Самым простым было — читать стихи. Но Маяковский был слишком сложен, нужна была более простая рифма. И Горьковский повторял:
— Заковали барабанщика в цепи. Посадили в каменную башню. Самой страшной мучили пыткой. Но не выдал он военную тайну!
Откуда эти слова — вроде бы, из Гайдара: башня, цепи, военная тайна, судьба барабанщика. Горьковский повторял их и вслух и мысленно, раз за разом — и когда его привязывали к креслу, чтобы сделать укол, и когда били резиновой дубинкой, и творили иные процедуры. Требуя дать показания на Сергея Степановича, на других товарищей — хорошо, значит пока на них еще ничего нет, только бы выдержать, как наши подпольщики в гестапо, только бы не сдаться!

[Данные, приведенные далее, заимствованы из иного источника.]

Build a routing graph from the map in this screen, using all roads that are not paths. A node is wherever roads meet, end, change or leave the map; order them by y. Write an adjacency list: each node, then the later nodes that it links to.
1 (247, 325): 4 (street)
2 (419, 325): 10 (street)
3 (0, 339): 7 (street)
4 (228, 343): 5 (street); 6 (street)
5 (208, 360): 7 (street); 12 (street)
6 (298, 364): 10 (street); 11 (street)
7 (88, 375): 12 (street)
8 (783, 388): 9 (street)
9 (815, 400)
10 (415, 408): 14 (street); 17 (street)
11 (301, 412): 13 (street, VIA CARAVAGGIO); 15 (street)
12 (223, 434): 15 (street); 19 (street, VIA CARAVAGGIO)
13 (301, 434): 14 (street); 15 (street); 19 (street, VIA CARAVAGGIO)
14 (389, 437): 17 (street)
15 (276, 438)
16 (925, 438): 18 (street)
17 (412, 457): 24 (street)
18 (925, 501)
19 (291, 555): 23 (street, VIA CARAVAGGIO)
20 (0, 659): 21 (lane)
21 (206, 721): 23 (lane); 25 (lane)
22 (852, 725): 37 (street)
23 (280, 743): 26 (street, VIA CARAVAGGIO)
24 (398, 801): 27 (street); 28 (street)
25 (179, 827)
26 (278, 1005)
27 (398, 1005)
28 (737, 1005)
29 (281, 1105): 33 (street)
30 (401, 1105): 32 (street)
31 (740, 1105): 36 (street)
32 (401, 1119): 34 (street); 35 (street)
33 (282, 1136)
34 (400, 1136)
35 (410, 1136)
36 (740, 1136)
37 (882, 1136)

— Ну что, молчит пока наш херой? — московский приходил еще раз, уже в пыточную камеру, воняющую кровью, дерьмом и мочой — себя не жалко, о других подумай, кого за собой повели. Ничего — мы лишь таких упертых как ты, к стенке или по этапу. А остальных — спасем, уж я сам о том позабочусь!
Горьковский хотел с ненавистью плюнуть — но не смог. Те из Организации, кто шли по правильному пути, не понимая, а лишь веря — с такой же легкостью станут предателями, поверят ведь Герою. "А кто малых, по Божьему пути идущих, совратит — то легче тому будет, если его живым бросят в геенну огненную" — один попик так говорил, в сорок девятом, за час до расстрела. Нет Бога, и рая и ада нет, это поповские бредни — но наших сбивать с пути не смей, пусть лучше они в лагеря все пойдут, слышишь, ты, гадина! А за нами придут другие — кто не захочет, чтобы коммунизм был растоптан такими как ты!
— А что по-твоему коммунизм, идиот? Вот я, со службы приду, возьму жену и детей, и пойдем мы 7 ноября на демонстрацию, с красными знаменами и портретами Ленина и Сталина. А ты в это время будешь гнить за колючкой вместе с бывшими полицаями, или уже станешь лагерной пылью. Мы уже победили, урод — поскольку наша вера, это вера большинства советского народа, а не единиц-фанатиков. Ты сдохнешь — никто и не заметит.
Это ничего — учил Сергей Степанович, что передовая идея всегда встречает сопротивление. И верно писал Маркс про нации "отсталые, реакционные", что даже высокую идею коммунизма извратят — потому что слишком много в них косной инертной массы. Гнить и разлагаться ведь всегда приятнее — и через колено надо ломать, чтобы коммунизм мелкособственническим инстинктом не был побит! И будет трудно, когда большинство против — но кто сказал, что должно быть легко? Но с нами товарищ Сталин — раз он говорил об "усилении классовой борьбы при социализме", имея в виду именно это (а что еще?). Эх, не видит он, что его именем всякие "клопы" творят! Но учение коммунизма истинно, потому что верно — то есть, наиболее полно описывает законы развития общества — а потому, пробьется. И расставит жизнь все по своим местам, пусть через годы, десятилетия, даже века, как в "Красной мечте" — ну а мы, павшие по пути к победе, в вечной памяти и не нуждаемся, нам довольно, что потомки по-нашему жить будут.
Отчего ты не погиб, гад и предатель, с двумя Звездами Героя? Мертвые безупречны — поскольку не могут предать, и не требуют себе привилегий. А потому — лишь их будет дозволено почитать, при нашей победе.
Отчего ты не предал, сволочь? Стал бы наймитом фашистов или капитала, это было бы честнее. И лучше для наших советских людей.